- _Exercise directions_:
Extract every record, exactly as written, and ignore the pictures.

——

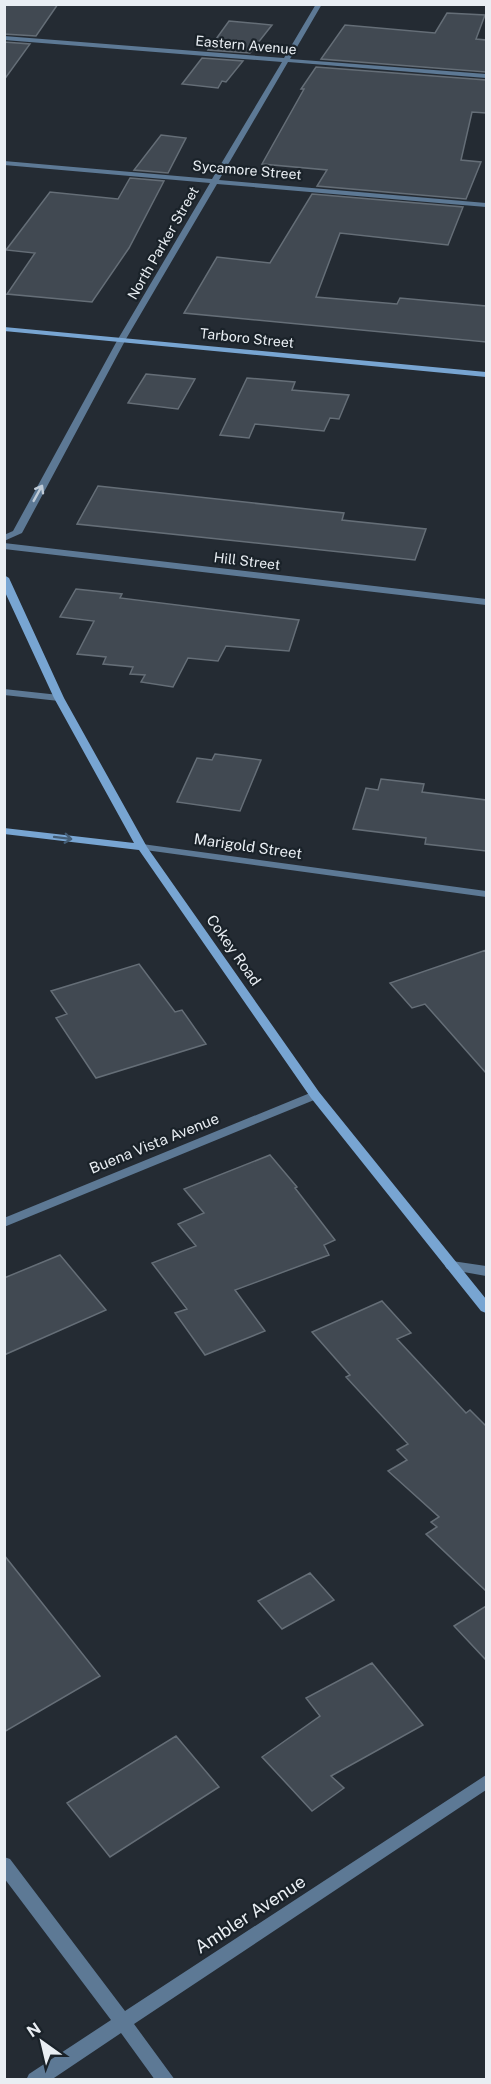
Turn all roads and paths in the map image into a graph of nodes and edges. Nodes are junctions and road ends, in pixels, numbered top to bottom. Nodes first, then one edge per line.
1 (319, 4) edge
2 (4, 38) edge
3 (285, 60) junction
4 (486, 76) edge
5 (4, 163) edge
6 (215, 181) junction
7 (486, 205) edge
8 (4, 329) edge
9 (122, 339) junction
10 (486, 375) edge
11 (4, 538) edge
12 (4, 546) edge
13 (4, 578) edge
14 (486, 602) edge
15 (4, 692) edge
16 (59, 698) junction
17 (4, 831) edge
18 (142, 847) junction
19 (486, 894) edge
20 (315, 1095) junction
21 (4, 1223) edge
22 (452, 1266) junction
23 (486, 1271) edge
24 (486, 1308) edge
25 (486, 1782) edge
26 (4, 1864) edge
27 (122, 2021) junction
28 (35, 2079) edge
29 (166, 2079) edge

1 - 3 street, North Parker Street
2 - 3 street, Eastern Avenue
3 - 4 street, Eastern Avenue
3 - 6 street, North Parker Street
5 - 6 street, Sycamore Street
6 - 7 street, Sycamore Street
6 - 9 street, North Parker Street
8 - 9 street, Tarboro Street
9 - 10 street, Tarboro Street
11 -> 9 street, North Parker Street
12 - 14 street, Hill Street
13 - 16 street, Cokey Road
15 - 16 street
16 - 18 street, Cokey Road
17 -> 18 street, Marigold Street
18 - 19 street, Marigold Street
18 - 20 street, Cokey Road
20 - 21 street, Buena Vista Avenue
20 - 22 street, Cokey Road
22 - 23 street
22 - 24 street, Cokey Road
25 - 27 street, Ambler Avenue
26 - 27 street
27 - 28 street, Ambler Avenue
27 - 29 street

——

- _Result of the task_:
Turn all roads and paths in the map image into a graph of nodes and edges. Nodes are junctions and road ends, in pixels, numbered top to bottom. Nodes first, then one edge per line.
1 (319, 4) edge
2 (4, 38) edge
3 (285, 60) junction
4 (486, 76) edge
5 (4, 163) edge
6 (215, 181) junction
7 (486, 205) edge
8 (4, 329) edge
9 (122, 339) junction
10 (486, 375) edge
11 (4, 538) edge
12 (4, 546) edge
13 (4, 578) edge
14 (486, 602) edge
15 (4, 692) edge
16 (59, 698) junction
17 (4, 831) edge
18 (142, 847) junction
19 (486, 894) edge
20 (315, 1095) junction
21 (4, 1223) edge
22 (452, 1266) junction
23 (486, 1271) edge
24 (486, 1308) edge
25 (486, 1782) edge
26 (4, 1864) edge
27 (122, 2021) junction
28 (35, 2079) edge
29 (166, 2079) edge

1 - 3 street, North Parker Street
2 - 3 street, Eastern Avenue
3 - 4 street, Eastern Avenue
3 - 6 street, North Parker Street
5 - 6 street, Sycamore Street
6 - 7 street, Sycamore Street
6 - 9 street, North Parker Street
8 - 9 street, Tarboro Street
9 - 10 street, Tarboro Street
11 -> 9 street, North Parker Street
12 - 14 street, Hill Street
13 - 16 street, Cokey Road
15 - 16 street
16 - 18 street, Cokey Road
17 -> 18 street, Marigold Street
18 - 19 street, Marigold Street
18 - 20 street, Cokey Road
20 - 21 street, Buena Vista Avenue
20 - 22 street, Cokey Road
22 - 23 street
22 - 24 street, Cokey Road
25 - 27 street, Ambler Avenue
26 - 27 street
27 - 28 street, Ambler Avenue
27 - 29 street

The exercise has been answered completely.